The Bug Bounty Context

Schütz’s prior work provides useful context for why he is doing this. He is best known for discovering CVE-2022-20465, a physical bypass of the Android lock screen on Pixel devices requiring only a SIM card, which earned a $70,000 bounty from Google. His write-ups are methodical and detailed, walking through failed approaches alongside the successful ones in a way that makes them useful beyond the specific vulnerability being disclosed.

Tesla runs a bug bounty program through Bugcrowd, with payouts ranging from a few thousand dollars up to $100,000 for critical issues affecting vehicle safety systems. Physical attack vectors — those requiring direct hardware access — are in scope. A researcher with a working bench setup of Tesla’s computer can iterate at a pace that is simply not possible when every test requires being inside an actual car. The bench setup is a research multiplier: tedious to build, but compounding in value across every subsequent hour of work.

A Pattern Worth Watching

The EV salvage market will keep growing as the installed base ages and accidents accumulate.
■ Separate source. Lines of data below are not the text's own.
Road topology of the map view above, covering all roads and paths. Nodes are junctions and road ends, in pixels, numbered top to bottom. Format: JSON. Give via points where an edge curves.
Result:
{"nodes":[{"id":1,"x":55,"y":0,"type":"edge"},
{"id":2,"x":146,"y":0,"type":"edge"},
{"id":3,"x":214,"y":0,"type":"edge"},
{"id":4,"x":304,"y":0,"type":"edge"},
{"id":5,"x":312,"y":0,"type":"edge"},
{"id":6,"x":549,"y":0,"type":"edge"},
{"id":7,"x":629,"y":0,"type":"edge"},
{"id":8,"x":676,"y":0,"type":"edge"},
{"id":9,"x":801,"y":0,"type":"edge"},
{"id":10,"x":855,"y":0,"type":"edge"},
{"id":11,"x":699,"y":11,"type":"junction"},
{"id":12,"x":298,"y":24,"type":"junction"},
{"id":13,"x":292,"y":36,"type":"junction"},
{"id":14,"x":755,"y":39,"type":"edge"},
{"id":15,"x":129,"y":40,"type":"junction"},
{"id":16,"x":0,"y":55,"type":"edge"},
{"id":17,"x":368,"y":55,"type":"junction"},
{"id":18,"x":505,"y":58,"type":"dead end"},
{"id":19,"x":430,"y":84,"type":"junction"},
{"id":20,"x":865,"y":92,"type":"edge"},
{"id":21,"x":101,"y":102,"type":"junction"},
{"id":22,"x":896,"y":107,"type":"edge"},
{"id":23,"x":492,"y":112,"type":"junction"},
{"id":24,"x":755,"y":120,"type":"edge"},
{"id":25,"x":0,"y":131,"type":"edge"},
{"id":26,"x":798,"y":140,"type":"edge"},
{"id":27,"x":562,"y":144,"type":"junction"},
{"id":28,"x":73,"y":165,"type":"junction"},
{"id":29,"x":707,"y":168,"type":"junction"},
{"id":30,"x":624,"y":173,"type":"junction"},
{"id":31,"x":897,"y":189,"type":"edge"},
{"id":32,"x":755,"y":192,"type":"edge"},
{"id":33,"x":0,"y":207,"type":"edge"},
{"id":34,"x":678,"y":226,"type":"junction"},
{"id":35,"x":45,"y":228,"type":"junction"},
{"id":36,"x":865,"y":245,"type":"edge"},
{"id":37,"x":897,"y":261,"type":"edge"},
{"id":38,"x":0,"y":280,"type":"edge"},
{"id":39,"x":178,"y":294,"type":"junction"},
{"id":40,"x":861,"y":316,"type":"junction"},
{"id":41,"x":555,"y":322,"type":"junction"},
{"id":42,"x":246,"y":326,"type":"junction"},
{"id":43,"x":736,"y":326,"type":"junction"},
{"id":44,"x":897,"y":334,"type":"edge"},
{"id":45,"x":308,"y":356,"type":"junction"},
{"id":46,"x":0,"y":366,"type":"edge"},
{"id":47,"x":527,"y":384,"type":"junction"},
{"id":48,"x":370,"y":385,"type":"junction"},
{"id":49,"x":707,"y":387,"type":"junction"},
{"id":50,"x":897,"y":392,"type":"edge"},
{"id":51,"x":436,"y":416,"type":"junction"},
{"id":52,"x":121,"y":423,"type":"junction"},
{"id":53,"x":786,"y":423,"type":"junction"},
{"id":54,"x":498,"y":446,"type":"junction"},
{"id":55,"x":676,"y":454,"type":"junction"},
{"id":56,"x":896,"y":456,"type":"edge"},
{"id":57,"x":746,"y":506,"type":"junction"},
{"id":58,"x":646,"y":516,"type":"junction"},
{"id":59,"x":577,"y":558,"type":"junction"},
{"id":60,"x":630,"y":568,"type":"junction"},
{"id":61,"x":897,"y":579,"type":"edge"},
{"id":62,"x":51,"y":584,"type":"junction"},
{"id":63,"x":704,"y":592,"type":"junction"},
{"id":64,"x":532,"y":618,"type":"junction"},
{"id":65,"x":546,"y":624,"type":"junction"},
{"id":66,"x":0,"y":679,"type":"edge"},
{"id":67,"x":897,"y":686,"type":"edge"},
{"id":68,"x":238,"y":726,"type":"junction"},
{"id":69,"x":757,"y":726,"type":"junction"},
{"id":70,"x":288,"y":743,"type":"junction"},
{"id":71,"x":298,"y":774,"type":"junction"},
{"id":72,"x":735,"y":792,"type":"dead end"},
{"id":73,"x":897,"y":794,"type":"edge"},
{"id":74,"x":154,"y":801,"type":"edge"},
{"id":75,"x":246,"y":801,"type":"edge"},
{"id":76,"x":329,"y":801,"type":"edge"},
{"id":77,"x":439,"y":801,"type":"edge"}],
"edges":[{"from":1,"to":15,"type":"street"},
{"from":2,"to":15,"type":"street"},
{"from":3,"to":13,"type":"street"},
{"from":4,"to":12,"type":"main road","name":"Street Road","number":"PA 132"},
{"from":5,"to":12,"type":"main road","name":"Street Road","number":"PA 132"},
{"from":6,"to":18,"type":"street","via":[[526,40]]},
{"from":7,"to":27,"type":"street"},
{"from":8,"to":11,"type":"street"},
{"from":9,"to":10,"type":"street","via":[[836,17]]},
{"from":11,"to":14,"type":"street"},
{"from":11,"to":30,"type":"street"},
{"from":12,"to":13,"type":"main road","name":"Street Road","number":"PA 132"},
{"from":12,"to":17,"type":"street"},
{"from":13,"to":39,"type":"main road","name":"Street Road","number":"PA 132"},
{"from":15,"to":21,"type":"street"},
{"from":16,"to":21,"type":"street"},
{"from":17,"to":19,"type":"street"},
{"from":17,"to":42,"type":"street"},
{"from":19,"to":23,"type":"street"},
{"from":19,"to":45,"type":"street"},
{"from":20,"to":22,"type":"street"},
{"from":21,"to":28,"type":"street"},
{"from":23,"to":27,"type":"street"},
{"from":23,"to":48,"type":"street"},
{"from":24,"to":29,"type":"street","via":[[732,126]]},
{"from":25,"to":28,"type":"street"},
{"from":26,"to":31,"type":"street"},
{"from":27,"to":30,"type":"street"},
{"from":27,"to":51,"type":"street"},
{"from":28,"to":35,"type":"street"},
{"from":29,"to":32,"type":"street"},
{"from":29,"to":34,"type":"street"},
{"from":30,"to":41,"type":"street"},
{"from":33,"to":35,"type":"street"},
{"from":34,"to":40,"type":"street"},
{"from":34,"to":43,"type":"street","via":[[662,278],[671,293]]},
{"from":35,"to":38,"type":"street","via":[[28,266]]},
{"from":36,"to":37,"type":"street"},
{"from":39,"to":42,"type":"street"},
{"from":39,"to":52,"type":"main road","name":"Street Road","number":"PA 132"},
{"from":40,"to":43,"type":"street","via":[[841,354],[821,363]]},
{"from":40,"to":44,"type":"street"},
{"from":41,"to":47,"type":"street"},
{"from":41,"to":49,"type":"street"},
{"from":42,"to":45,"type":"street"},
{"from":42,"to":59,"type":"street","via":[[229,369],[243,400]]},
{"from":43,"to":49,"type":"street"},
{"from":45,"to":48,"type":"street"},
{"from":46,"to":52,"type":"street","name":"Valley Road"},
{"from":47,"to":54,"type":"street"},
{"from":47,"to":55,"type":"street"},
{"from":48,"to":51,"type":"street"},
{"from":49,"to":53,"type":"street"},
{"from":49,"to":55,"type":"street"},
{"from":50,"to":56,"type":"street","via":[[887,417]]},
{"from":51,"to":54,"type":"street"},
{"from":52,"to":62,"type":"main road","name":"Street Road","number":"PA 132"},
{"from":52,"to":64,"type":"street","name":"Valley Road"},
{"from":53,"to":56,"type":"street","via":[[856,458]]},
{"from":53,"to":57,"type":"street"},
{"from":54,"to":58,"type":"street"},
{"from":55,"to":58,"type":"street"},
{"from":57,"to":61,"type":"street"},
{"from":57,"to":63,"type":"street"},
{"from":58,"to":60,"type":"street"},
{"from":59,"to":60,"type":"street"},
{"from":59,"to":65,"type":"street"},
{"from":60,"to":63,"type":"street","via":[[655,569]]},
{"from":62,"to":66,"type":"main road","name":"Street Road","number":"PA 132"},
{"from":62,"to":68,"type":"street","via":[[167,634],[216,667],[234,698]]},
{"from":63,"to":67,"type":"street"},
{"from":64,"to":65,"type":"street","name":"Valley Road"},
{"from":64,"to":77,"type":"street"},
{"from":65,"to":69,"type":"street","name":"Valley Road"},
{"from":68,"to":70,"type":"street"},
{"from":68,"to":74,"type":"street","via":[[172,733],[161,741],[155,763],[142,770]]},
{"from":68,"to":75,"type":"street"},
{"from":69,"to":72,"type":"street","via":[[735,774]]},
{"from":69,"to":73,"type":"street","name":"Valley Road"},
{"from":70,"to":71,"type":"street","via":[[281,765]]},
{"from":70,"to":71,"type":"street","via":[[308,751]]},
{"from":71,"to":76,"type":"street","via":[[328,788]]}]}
Components from wrecked cars are increasingly identifiable by part number, available on auction platforms at predictable prices, and compatible with standard research workflows once the power and communication problems are solved. The combination of accessible hardware and a recognizable software stack makes Tesla the most researchable production vehicle on the road by a wide margin.

Whether Tesla’s openness to this kind of research — running a bug bounty, engaging with Pwn2Own participants, publishing some security documentation — translates into a meaningfully more secure vehicle than competitors who are harder to research is a genuinely open question. Security through obscurity has a poor track record, but so does security through openness if the engineering does not follow through. The next few years of public research will be an interesting test of which effect dominates.